• Work item
From the data that follows, copy every line with the string "Calvinstraße".

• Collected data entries
+ + +

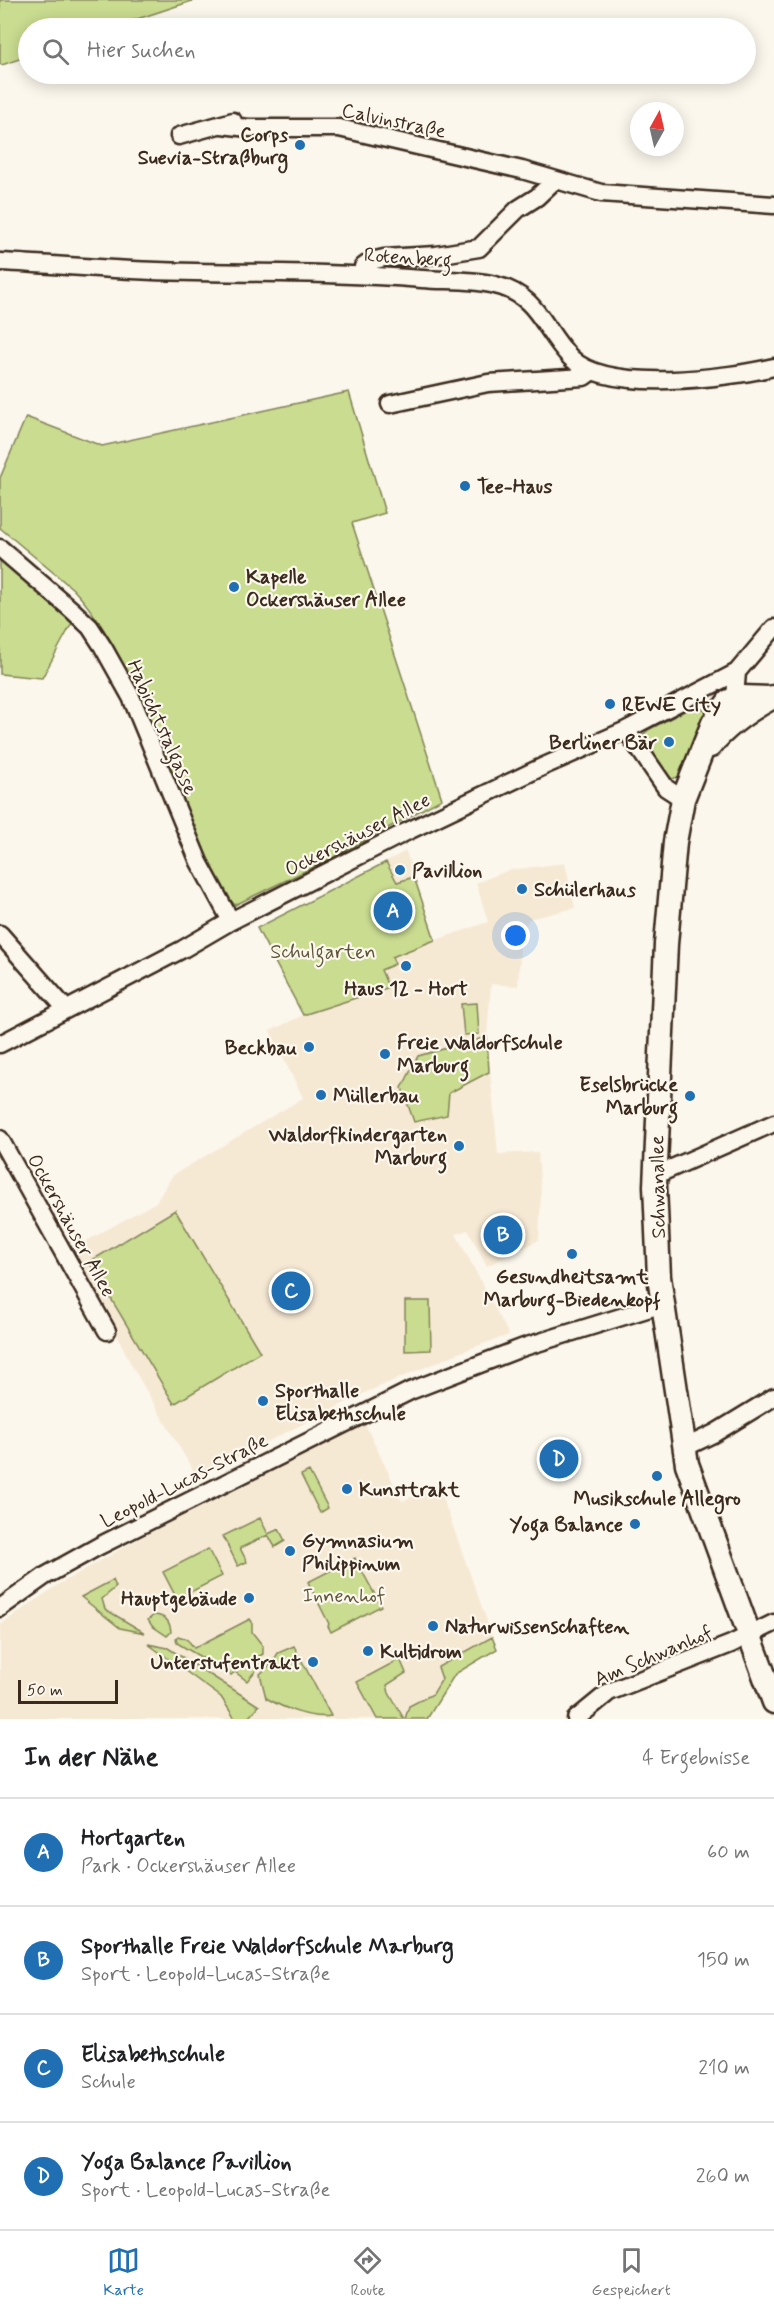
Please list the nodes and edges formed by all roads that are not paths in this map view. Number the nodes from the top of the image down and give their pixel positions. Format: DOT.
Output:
graph roads {
  1 [pos="241,119"];
  2 [pos="222,125"];
  3 [pos="178,136"];
  4 [pos="555,180"];
  5 [pos="774,205"];
  6 [pos="0,262"];
  7 [pos="362,274"];
  8 [pos="774,367"];
  9 [pos="591,372"];
  10 [pos="390,404"];
  11 [pos="0,548"];
  12 [pos="774,628"];
  13 [pos="736,672"];
  14 [pos="772,697"];
  15 [pos="688,698"];
  16 [pos="733,707"];
  17 [pos="626,730"];
  18 [pos="683,799"];
  19 [pos="231,921"];
  20 [pos="0,934"];
  21 [pos="66,1009"];
  22 [pos="0,1044"];
  23 [pos="774,1123"];
  24 [pos="0,1139"];
  25 [pos="655,1184"];
  26 [pos="663,1304"];
  27 [pos="107,1331"];
  28 [pos="774,1396"];
  29 [pos="684,1448"];
  30 [pos="0,1608"];
  31 [pos="774,1623"];
  32 [pos="750,1635"];
  33 [pos="774,1702"];
  34 [pos="576,1719"];
  1 -- 2 [label="street"];
  2 -- 3 [label="street"];
  2 -- 4 [label="street, Calvinstraße"];
  4 -- 5 [label="street, Calvinstraße"];
  4 -- 7 [label="street"];
  6 -- 7 [label="street, Rotenberg"];
  7 -- 9 [label="street, Rotenberg"];
  8 -- 9 [label="street, Rotenberg"];
  9 -- 10 [label="street"];
  11 -- 19 [label="street, Habichtstalgasse"];
  12 -- 13 [label="street"];
  13 -- 15 [label="street, Ockershäuser Allee"];
  13 -- 16 [label="street"];
  14 -- 16 [label="main road"];
  15 -- 16 [label="street"];
  15 -- 17 [label="street, Ockershäuser Allee"];
  16 -- 18 [label="main road, Schwanallee"];
  17 -- 18 [label="street"];
  17 -- 19 [label="street, Ockershäuser Allee"];
  18 -- 25 [label="main road, Schwanallee"];
  19 -- 21 [label="street, Ockershäuser Allee"];
  20 -- 21 [label="street"];
  21 -- 22 [label="street, Ockershäuser Allee"];
  23 -- 25 [label="street"];
  24 -- 27 [label="street, Ockershäuser Allee"];
  25 -- 26 [label="main road, Schwanallee"];
  26 -- 29 [label="main road, Schwanallee"];
  26 -- 30 [label="street, Leopold-Lucas-Straße"];
  28 -- 29 [label="street"];
  29 -- 32 [label="main road, Schwanallee"];
  31 -- 32 [label="street, Am Schwanhof"];
  32 -- 33 [label="main road, Schwanallee"];
  32 -- 34 [label="street, Am Schwanhof"];
}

+ + +

• Task answer
  2 -- 4 [label="street, Calvinstraße"];
  4 -- 5 [label="street, Calvinstraße"];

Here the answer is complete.